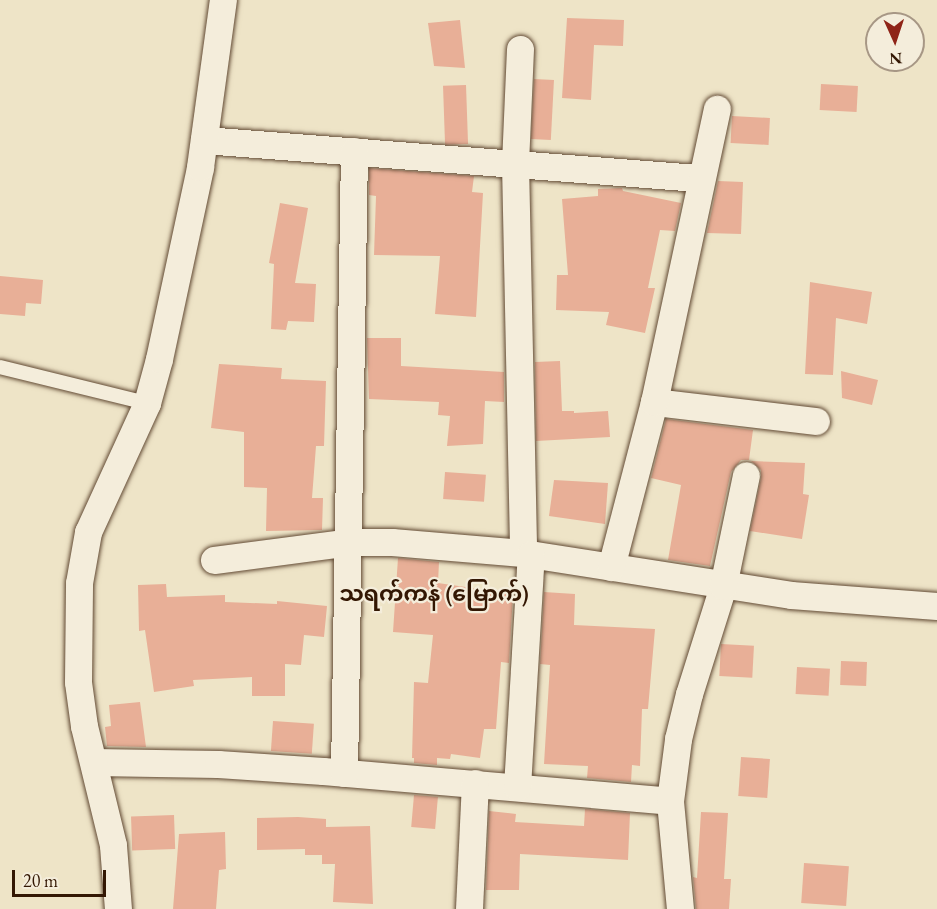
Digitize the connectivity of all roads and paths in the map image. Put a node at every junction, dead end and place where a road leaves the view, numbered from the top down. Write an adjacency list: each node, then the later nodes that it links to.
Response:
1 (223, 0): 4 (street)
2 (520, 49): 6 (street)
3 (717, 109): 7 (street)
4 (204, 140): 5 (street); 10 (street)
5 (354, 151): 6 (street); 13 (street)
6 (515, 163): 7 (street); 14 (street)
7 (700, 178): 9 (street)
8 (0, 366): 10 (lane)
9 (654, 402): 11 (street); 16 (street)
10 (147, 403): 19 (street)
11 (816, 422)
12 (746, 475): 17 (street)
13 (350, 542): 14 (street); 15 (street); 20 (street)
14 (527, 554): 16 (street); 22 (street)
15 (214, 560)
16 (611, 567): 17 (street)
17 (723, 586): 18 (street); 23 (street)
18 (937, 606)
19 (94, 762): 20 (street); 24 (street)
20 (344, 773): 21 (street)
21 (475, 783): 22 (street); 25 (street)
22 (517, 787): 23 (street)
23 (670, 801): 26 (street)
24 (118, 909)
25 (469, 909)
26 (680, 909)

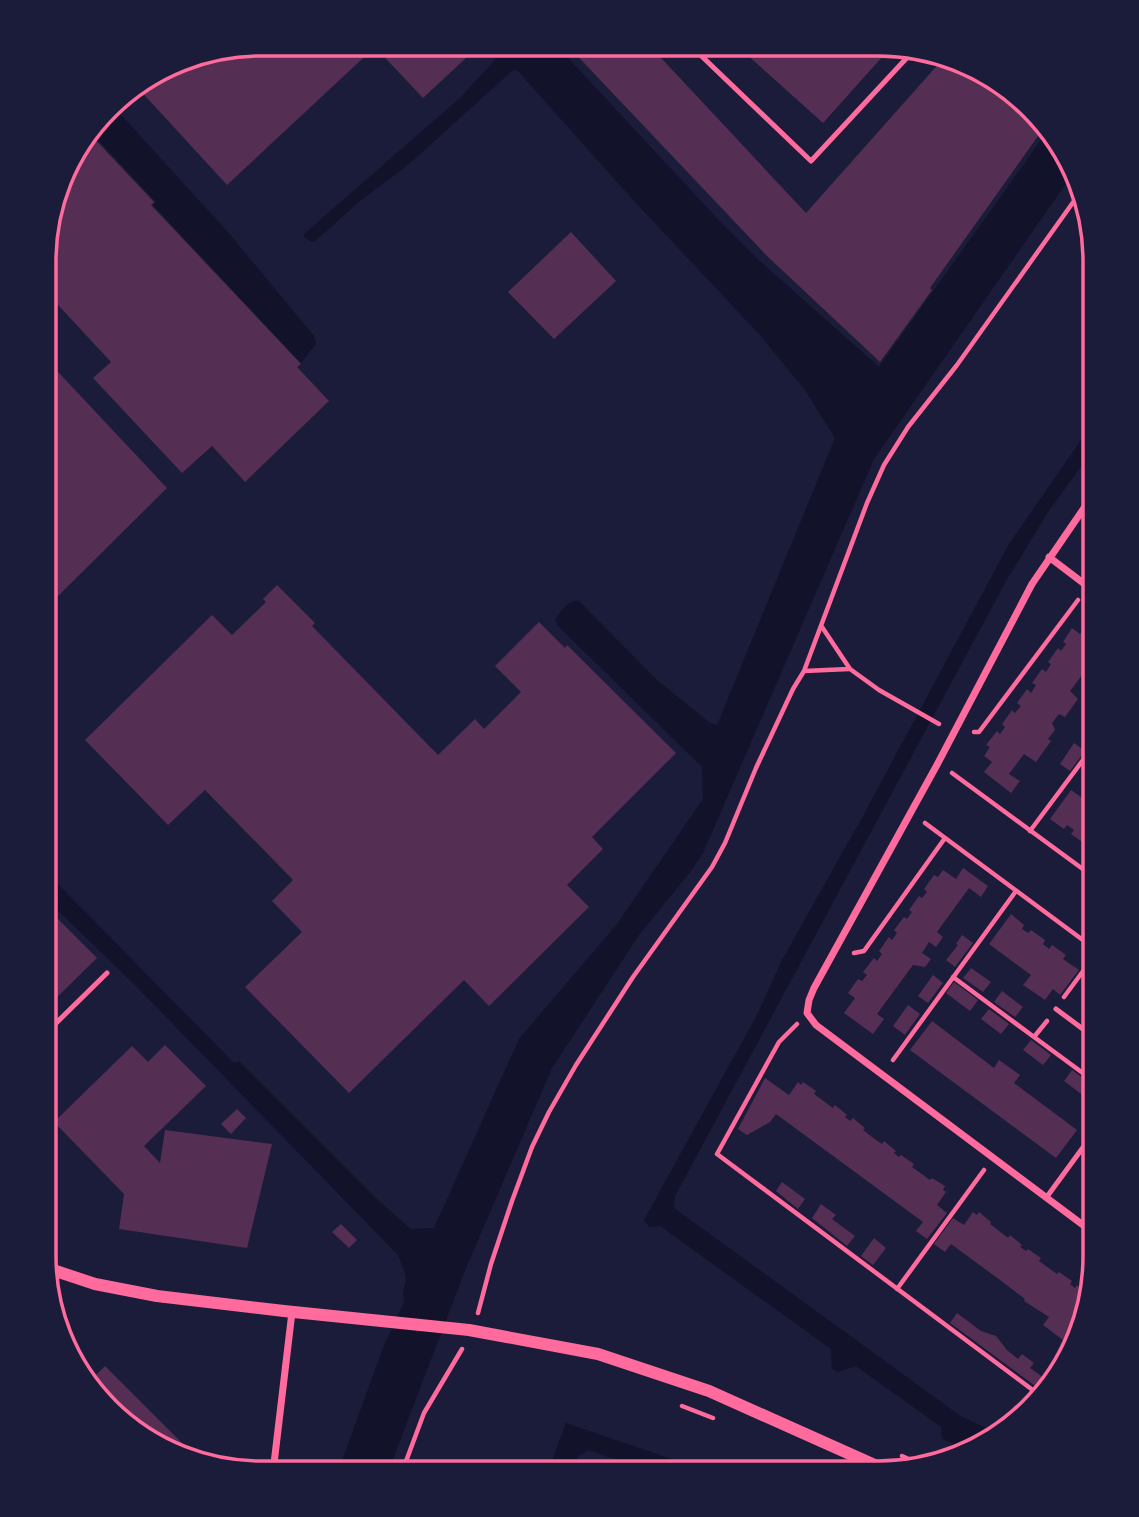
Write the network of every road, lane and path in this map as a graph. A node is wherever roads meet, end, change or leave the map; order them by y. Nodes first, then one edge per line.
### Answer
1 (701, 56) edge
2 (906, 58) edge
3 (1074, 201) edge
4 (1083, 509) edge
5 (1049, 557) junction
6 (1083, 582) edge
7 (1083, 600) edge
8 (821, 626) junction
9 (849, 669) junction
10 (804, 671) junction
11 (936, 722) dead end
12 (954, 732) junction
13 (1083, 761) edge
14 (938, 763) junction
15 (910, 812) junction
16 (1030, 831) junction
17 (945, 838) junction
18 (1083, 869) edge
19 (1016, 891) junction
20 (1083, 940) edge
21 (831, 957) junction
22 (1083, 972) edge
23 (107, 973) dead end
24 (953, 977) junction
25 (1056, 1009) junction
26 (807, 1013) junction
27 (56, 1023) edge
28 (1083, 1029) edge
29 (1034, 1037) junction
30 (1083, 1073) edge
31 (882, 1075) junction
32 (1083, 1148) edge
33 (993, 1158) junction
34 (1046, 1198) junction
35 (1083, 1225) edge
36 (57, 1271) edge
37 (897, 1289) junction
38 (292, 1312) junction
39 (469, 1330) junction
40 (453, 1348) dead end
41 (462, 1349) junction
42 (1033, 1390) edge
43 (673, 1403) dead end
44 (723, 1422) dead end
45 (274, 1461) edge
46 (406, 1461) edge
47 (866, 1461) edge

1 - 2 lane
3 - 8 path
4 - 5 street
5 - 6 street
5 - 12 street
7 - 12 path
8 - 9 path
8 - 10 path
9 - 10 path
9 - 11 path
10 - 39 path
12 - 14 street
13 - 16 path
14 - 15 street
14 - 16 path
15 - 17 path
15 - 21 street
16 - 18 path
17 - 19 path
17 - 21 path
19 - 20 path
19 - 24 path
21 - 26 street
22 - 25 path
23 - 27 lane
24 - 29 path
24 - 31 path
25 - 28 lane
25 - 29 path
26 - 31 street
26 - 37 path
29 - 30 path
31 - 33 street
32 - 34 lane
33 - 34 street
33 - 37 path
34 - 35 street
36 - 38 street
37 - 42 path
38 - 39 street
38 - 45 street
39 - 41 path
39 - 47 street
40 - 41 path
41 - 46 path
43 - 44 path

---

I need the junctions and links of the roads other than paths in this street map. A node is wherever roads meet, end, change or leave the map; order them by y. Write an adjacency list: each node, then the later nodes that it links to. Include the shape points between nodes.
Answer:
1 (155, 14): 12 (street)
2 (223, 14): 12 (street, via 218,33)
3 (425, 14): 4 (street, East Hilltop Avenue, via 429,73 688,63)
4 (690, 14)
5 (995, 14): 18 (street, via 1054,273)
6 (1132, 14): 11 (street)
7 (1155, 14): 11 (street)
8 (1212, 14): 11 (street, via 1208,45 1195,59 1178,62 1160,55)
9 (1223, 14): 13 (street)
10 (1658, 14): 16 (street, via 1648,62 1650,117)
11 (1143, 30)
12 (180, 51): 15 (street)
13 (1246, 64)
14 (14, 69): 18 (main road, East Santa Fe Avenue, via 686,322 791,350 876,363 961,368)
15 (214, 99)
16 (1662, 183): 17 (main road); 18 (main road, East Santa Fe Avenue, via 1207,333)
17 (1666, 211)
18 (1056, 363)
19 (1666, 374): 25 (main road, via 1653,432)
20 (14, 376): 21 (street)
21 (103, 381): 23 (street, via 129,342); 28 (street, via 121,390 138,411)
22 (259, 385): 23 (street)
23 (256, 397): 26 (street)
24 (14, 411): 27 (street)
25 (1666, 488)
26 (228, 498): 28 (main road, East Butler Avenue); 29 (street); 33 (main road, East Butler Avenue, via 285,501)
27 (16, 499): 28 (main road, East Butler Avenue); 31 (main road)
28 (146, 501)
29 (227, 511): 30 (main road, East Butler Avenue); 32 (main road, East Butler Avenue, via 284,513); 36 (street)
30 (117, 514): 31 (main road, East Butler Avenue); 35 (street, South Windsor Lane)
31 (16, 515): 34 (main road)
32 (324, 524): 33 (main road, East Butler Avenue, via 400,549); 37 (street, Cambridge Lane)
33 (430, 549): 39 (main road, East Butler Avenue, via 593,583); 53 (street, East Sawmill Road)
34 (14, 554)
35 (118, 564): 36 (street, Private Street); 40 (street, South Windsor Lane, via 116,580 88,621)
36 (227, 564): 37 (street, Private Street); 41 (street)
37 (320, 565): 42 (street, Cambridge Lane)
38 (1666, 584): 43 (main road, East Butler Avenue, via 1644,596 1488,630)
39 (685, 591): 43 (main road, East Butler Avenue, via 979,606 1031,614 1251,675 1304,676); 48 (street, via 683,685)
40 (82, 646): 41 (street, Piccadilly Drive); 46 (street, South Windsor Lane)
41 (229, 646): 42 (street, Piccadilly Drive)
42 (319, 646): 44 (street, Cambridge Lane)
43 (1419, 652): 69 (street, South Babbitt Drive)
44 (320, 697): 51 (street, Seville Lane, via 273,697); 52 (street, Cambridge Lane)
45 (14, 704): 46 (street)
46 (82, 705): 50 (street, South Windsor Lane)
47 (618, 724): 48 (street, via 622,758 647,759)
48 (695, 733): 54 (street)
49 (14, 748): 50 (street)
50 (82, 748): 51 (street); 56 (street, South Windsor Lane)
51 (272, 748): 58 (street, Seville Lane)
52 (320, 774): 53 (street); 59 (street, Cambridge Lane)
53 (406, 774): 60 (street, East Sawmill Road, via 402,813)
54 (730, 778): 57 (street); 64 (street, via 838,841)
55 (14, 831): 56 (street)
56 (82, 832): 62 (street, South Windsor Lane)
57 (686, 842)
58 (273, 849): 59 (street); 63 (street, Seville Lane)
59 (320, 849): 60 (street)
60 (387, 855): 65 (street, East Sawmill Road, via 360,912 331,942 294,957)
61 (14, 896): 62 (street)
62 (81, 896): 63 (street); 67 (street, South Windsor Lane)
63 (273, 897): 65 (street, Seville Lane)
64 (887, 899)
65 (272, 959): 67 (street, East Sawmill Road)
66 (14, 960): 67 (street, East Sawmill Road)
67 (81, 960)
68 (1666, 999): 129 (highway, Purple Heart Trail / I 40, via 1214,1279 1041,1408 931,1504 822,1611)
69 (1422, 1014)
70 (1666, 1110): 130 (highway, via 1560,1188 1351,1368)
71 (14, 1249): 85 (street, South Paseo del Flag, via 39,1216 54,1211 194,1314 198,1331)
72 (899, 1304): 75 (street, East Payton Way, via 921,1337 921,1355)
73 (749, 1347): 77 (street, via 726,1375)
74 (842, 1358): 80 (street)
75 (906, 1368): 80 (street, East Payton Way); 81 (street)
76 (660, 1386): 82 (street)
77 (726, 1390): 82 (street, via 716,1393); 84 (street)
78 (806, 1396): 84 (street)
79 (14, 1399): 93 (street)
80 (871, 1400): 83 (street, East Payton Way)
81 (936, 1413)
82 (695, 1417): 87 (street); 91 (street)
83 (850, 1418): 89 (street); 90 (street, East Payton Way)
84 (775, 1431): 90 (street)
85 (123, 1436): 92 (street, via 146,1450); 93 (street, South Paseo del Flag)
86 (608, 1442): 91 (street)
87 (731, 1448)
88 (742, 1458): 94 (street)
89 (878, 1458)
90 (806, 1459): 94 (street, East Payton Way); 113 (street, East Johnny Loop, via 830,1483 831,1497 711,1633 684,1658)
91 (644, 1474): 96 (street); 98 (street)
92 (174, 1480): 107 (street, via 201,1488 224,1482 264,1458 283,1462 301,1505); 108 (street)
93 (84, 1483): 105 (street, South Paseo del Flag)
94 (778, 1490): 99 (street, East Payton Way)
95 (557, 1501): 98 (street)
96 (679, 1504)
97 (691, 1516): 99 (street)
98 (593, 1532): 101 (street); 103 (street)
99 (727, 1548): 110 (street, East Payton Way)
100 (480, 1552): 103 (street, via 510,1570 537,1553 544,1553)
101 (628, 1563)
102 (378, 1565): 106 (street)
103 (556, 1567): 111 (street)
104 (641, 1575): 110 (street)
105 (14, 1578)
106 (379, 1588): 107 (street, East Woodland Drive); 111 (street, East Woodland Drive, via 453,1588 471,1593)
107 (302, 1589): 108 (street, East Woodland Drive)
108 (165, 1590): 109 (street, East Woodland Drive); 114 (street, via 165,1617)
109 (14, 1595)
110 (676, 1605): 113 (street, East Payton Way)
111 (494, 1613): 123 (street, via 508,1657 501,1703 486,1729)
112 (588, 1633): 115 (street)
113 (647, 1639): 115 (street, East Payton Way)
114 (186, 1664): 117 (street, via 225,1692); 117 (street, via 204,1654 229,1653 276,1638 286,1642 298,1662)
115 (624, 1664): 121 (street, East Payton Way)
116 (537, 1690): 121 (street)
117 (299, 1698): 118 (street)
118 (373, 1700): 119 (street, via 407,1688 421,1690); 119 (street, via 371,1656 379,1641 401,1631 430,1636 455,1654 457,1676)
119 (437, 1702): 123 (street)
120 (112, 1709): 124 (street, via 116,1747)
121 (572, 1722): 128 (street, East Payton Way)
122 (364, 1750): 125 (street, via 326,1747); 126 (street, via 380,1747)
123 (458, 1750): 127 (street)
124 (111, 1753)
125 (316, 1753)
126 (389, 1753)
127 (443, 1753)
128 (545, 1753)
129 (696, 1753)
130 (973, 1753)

* * *

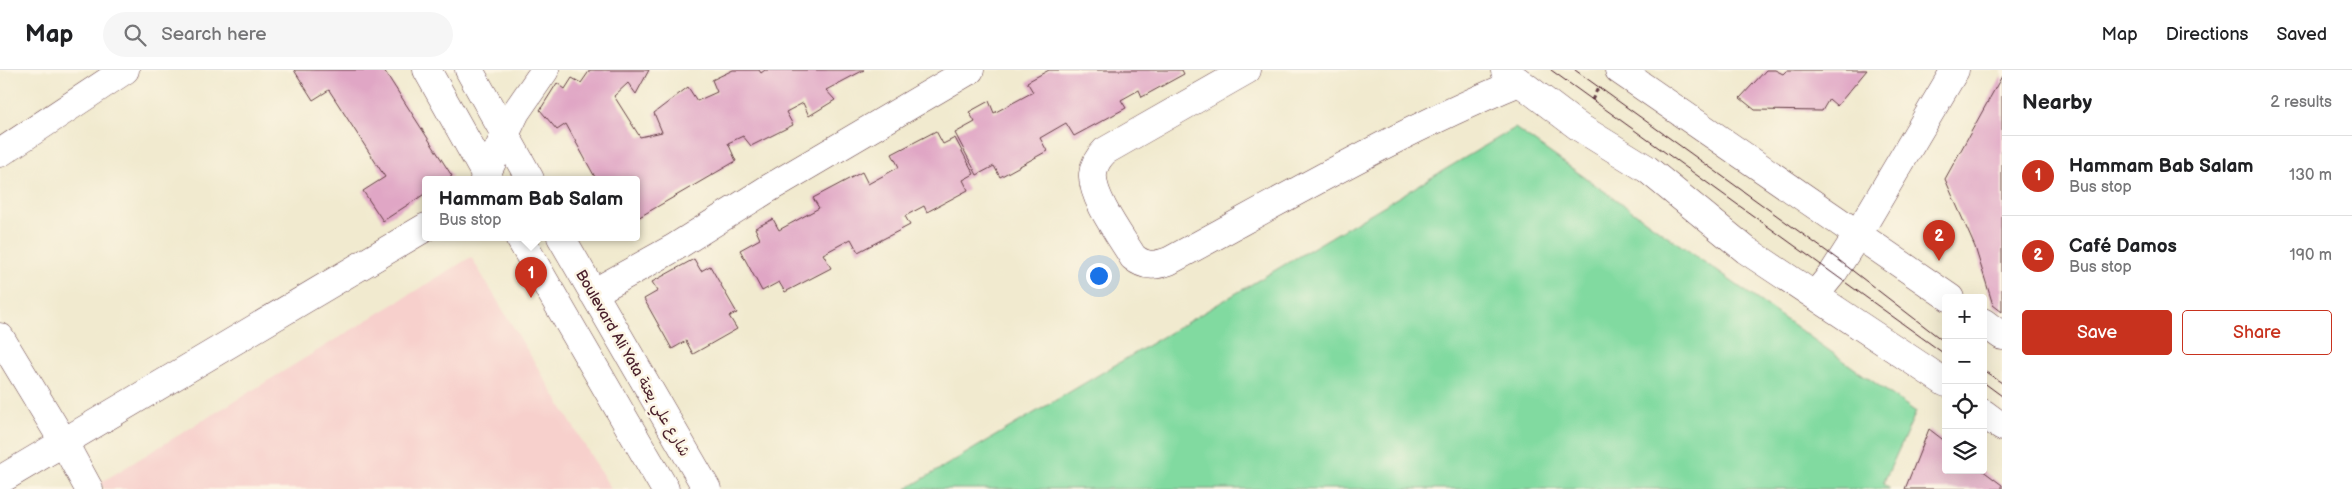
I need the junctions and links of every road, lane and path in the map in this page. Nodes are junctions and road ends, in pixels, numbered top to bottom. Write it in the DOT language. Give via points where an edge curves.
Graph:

*Your task*
Everything from the line above that contains "Digitize the connectivity" down to the line that contains "Write the network" must be reproduced exactly, both ends included. Omit the pictures.

*Response area*
Digitize the connectivity of all roads and paths in the map image. Put a node at every junction, dead end and place where a road leaves the view, numbered from the top down. Write an adjacency list: each node, then the later nodes that it links to.
Response:
1 (223, 0): 4 (street)
2 (520, 49): 6 (street)
3 (717, 109): 7 (street)
4 (204, 140): 5 (street); 10 (street)
5 (354, 151): 6 (street); 13 (street)
6 (515, 163): 7 (street); 14 (street)
7 (700, 178): 9 (street)
8 (0, 366): 10 (lane)
9 (654, 402): 11 (street); 16 (street)
10 (147, 403): 19 (street)
11 (816, 422)
12 (746, 475): 17 (street)
13 (350, 542): 14 (street); 15 (street); 20 (street)
14 (527, 554): 16 (street); 22 (street)
15 (214, 560)
16 (611, 567): 17 (street)
17 (723, 586): 18 (street); 23 (street)
18 (937, 606)
19 (94, 762): 20 (street); 24 (street)
20 (344, 773): 21 (street)
21 (475, 783): 22 (street); 25 (street)
22 (517, 787): 23 (street)
23 (670, 801): 26 (street)
24 (118, 909)
25 (469, 909)
26 (680, 909)

Write the network of every road, lane and path in this map as a graph. A node is wherever roads meet, end, change or leave the map; order them by y. Nodes first, then one edge per line.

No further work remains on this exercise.